-- Exercise directions --
Going through the entries below, copy out each line that contains "AVENUE".

[Extracted data entries]
────────────────────────────────────────

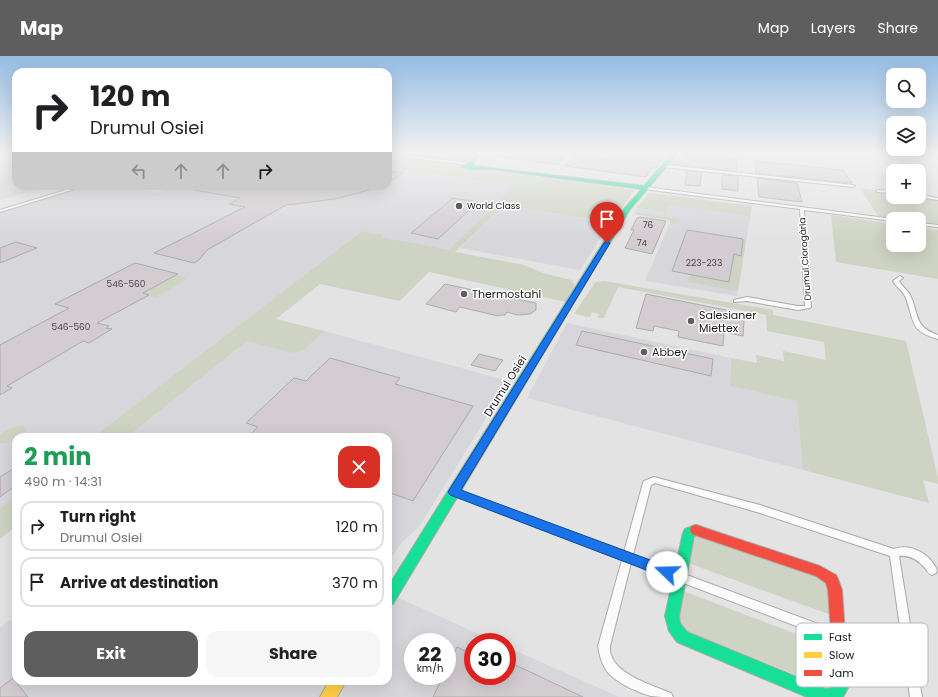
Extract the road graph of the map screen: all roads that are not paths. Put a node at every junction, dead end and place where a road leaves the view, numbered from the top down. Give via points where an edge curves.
1 (587, 182) edge
2 (651, 182) edge
3 (817, 182) edge
4 (853, 186) dead end
5 (70, 190) edge
6 (643, 190) junction
7 (878, 190) dead end
8 (886, 191) edge
9 (926, 197) edge
10 (938, 198) edge
11 (802, 208) junction
12 (0, 211) edge
13 (886, 219) edge
14 (926, 225) edge
15 (938, 226) edge
16 (900, 278) dead end
17 (736, 301) dead end
18 (938, 337) edge
19 (454, 492) junction
20 (894, 552) junction
21 (628, 557) junction
22 (932, 570) dead end
23 (680, 577) junction
24 (392, 593) edge
25 (803, 623) edge
26 (837, 623) edge
27 (905, 623) edge
28 (796, 684) edge
29 (336, 685) edge
30 (802, 687) edge
31 (841, 687) edge
32 (914, 687) edge
33 (328, 697) edge
34 (667, 697) edge
35 (916, 697) edge

1 - 6 street
2 - 6 street, Drumul Osiei
3 - 4 street
5 - 12 street
6 - 11 street
6 - 19 street, Drumul Osiei via 628,208
7 - 8 street
9 - 10 street
11 - 13 street
11 - 17 street, Drumul Ciorogârla via 808,307 798,308 747,299
14 - 15 street
16 - 18 street via 896,280 897,283 907,294 918,327
19 - 21 street
19 - 24 street, Drumul Osiei
20 - 21 street via 760,509 654,480 647,483
20 - 22 street via 905,550 914,553
20 - 27 street
21 - 23 street
21 - 34 street via 604,646 606,662 618,675
23 - 25 street
23 - 26 street via 689,533 696,530 820,572 831,579 834,584
23 - 28 street via 672,621 676,632
29 - 33 street
30 - 31 street via 826,697 836,695
32 - 35 street

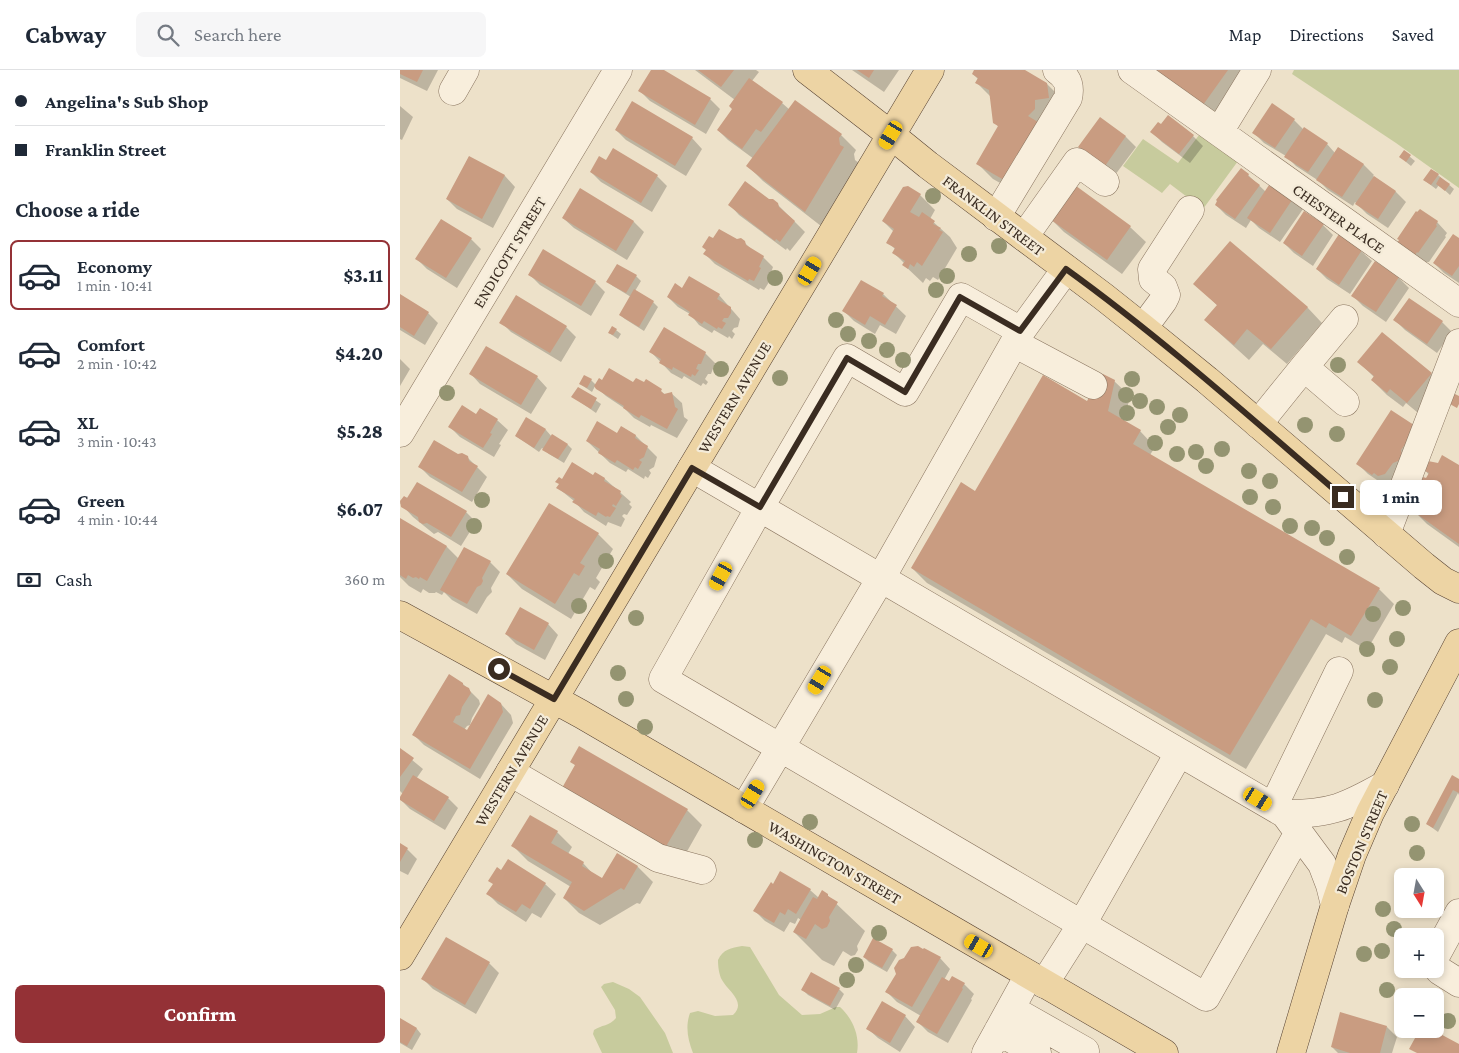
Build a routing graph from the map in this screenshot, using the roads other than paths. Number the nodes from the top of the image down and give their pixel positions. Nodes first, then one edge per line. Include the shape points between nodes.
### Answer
1 (618, 70) edge
2 (807, 70) edge
3 (930, 70) edge
4 (1057, 70) edge
5 (1132, 70) edge
6 (1257, 70) edge
7 (1219, 132) junction
8 (891, 135) junction
9 (1105, 182) dead end
10 (1190, 210) dead end
11 (996, 217) junction
12 (1024, 237) junction
13 (1066, 269) junction
14 (1459, 303) edge
15 (1344, 319) dead end
16 (1143, 328) junction
17 (1017, 337) junction
18 (1459, 343) edge
19 (1304, 367) junction
20 (1094, 385) dead end
21 (1345, 402) dead end
22 (1258, 424) junction
23 (400, 433) edge
24 (692, 468) junction
25 (760, 507) junction
26 (1386, 534) junction
27 (881, 578) junction
28 (1459, 589) edge
29 (400, 615) edge
30 (1459, 643) edge
31 (1339, 671) dead end
32 (554, 699) junction
33 (780, 748) junction
34 (1179, 752) junction
35 (510, 772) junction
36 (1385, 785) junction
37 (744, 809) junction
38 (1285, 818) junction
39 (702, 870) dead end
40 (1335, 905) junction
41 (1459, 913) edge
42 (1082, 924) junction
43 (1444, 940) edge
44 (400, 956) edge
45 (1444, 974) edge
46 (1037, 980) junction
47 (1459, 983) edge
48 (1104, 1018) junction
49 (998, 1031) edge
50 (1148, 1049) edge
51 (1085, 1052) edge
52 (1037, 1053) edge
53 (1291, 1053) edge

1 - 23 street, ENDICOTT STREET
2 - 8 main road, FRANKLIN STREET
3 - 8 main road, WESTERN AVENUE
4 - 11 street via 1070,86 1068,98
5 - 7 street, CHESTER PLACE
6 - 7 street
7 - 14 street, CHESTER PLACE
8 - 11 main road, FRANKLIN STREET
8 - 24 main road, WESTERN AVENUE
9 - 12 street via 1077,162
10 - 16 street via 1152,269 1153,278 1166,295
11 - 12 main road, FRANKLIN STREET
12 - 13 main road, FRANKLIN STREET
13 - 16 main road, FRANKLIN STREET
13 - 17 street
15 - 19 street
16 - 22 main road, FRANKLIN STREET
17 - 20 street
17 - 25 street via 960,297 905,392 847,358
17 - 27 street
18 - 26 street
19 - 21 street
19 - 22 street
22 - 26 main road, FRANKLIN STREET
24 - 25 street
24 - 32 main road, WESTERN AVENUE
25 - 27 street
25 - 33 street via 664,679
26 - 28 main road, FRANKLIN STREET via 1436,576
27 - 33 street
27 - 34 street
29 - 32 main road, WASHINGTON STREET
30 - 36 main road, BOSTON STREET
31 - 38 street
32 - 35 main road, WESTERN AVENUE
32 - 37 main road, WASHINGTON STREET
33 - 37 street
33 - 42 street
34 - 38 street
34 - 42 street
35 - 39 street via 658,858
35 - 44 main road, WESTERN AVENUE
36 - 38 street via 1342,808
36 - 40 main road, BOSTON STREET via 1352,855
37 - 46 main road, WASHINGTON STREET
38 - 40 street via 1322,864
38 - 42 street via 1206,997
40 - 53 main road, BOSTON STREET
41 - 43 street
42 - 46 street
45 - 47 street
46 - 48 main road, WASHINGTON STREET
46 - 49 street
48 - 50 main road, WASHINGTON STREET
48 - 51 street
49 - 51 street
49 - 52 street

────────────────────────────────────────

-- Answer space --
3 - 8 main road, WESTERN AVENUE
8 - 24 main road, WESTERN AVENUE
24 - 32 main road, WESTERN AVENUE
32 - 35 main road, WESTERN AVENUE
35 - 44 main road, WESTERN AVENUE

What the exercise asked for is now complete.